Required work:
From top to bottom, reproduce the listing without a single change.

Record set:
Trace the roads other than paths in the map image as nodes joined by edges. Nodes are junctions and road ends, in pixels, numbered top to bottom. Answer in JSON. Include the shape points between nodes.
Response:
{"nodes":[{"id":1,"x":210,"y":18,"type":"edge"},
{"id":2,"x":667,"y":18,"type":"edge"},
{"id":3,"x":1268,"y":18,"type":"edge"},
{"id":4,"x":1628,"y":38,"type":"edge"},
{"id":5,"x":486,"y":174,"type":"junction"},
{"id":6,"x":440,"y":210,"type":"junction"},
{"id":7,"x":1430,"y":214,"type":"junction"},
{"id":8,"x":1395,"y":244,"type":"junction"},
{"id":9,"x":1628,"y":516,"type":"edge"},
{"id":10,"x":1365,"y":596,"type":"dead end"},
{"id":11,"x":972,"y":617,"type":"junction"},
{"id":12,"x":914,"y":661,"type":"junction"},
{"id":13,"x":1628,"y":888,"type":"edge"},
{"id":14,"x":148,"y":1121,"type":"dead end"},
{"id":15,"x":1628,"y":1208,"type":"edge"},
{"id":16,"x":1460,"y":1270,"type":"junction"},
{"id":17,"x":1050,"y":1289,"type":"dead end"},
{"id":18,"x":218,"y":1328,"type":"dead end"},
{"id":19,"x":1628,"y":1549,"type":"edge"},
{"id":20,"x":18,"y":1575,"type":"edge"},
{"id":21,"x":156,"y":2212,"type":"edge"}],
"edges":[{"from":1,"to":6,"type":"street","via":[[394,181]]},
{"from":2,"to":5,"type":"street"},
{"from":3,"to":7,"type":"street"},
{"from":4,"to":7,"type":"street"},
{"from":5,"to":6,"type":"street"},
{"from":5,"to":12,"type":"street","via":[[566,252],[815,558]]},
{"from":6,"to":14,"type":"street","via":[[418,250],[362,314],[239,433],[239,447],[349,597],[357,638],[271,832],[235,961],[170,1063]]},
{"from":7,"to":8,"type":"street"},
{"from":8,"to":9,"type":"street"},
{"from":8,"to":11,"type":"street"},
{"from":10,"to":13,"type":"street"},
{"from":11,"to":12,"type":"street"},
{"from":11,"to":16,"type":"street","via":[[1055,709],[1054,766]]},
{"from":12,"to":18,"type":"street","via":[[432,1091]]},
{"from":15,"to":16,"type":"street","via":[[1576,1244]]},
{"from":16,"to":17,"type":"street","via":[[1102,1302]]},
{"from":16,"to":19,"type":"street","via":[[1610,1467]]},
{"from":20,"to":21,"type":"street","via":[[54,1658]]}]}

Result of the exercise:
Trace the roads other than paths in the map image as nodes joined by edges. Nodes are junctions and road ends, in pixels, numbered top to bottom. Answer in JSON. Include the shape points between nodes.
Response:
{"nodes":[{"id":1,"x":210,"y":18,"type":"edge"},
{"id":2,"x":667,"y":18,"type":"edge"},
{"id":3,"x":1268,"y":18,"type":"edge"},
{"id":4,"x":1628,"y":38,"type":"edge"},
{"id":5,"x":486,"y":174,"type":"junction"},
{"id":6,"x":440,"y":210,"type":"junction"},
{"id":7,"x":1430,"y":214,"type":"junction"},
{"id":8,"x":1395,"y":244,"type":"junction"},
{"id":9,"x":1628,"y":516,"type":"edge"},
{"id":10,"x":1365,"y":596,"type":"dead end"},
{"id":11,"x":972,"y":617,"type":"junction"},
{"id":12,"x":914,"y":661,"type":"junction"},
{"id":13,"x":1628,"y":888,"type":"edge"},
{"id":14,"x":148,"y":1121,"type":"dead end"},
{"id":15,"x":1628,"y":1208,"type":"edge"},
{"id":16,"x":1460,"y":1270,"type":"junction"},
{"id":17,"x":1050,"y":1289,"type":"dead end"},
{"id":18,"x":218,"y":1328,"type":"dead end"},
{"id":19,"x":1628,"y":1549,"type":"edge"},
{"id":20,"x":18,"y":1575,"type":"edge"},
{"id":21,"x":156,"y":2212,"type":"edge"}],
"edges":[{"from":1,"to":6,"type":"street","via":[[394,181]]},
{"from":2,"to":5,"type":"street"},
{"from":3,"to":7,"type":"street"},
{"from":4,"to":7,"type":"street"},
{"from":5,"to":6,"type":"street"},
{"from":5,"to":12,"type":"street","via":[[566,252],[815,558]]},
{"from":6,"to":14,"type":"street","via":[[418,250],[362,314],[239,433],[239,447],[349,597],[357,638],[271,832],[235,961],[170,1063]]},
{"from":7,"to":8,"type":"street"},
{"from":8,"to":9,"type":"street"},
{"from":8,"to":11,"type":"street"},
{"from":10,"to":13,"type":"street"},
{"from":11,"to":12,"type":"street"},
{"from":11,"to":16,"type":"street","via":[[1055,709],[1054,766]]},
{"from":12,"to":18,"type":"street","via":[[432,1091]]},
{"from":15,"to":16,"type":"street","via":[[1576,1244]]},
{"from":16,"to":17,"type":"street","via":[[1102,1302]]},
{"from":16,"to":19,"type":"street","via":[[1610,1467]]},
{"from":20,"to":21,"type":"street","via":[[54,1658]]}]}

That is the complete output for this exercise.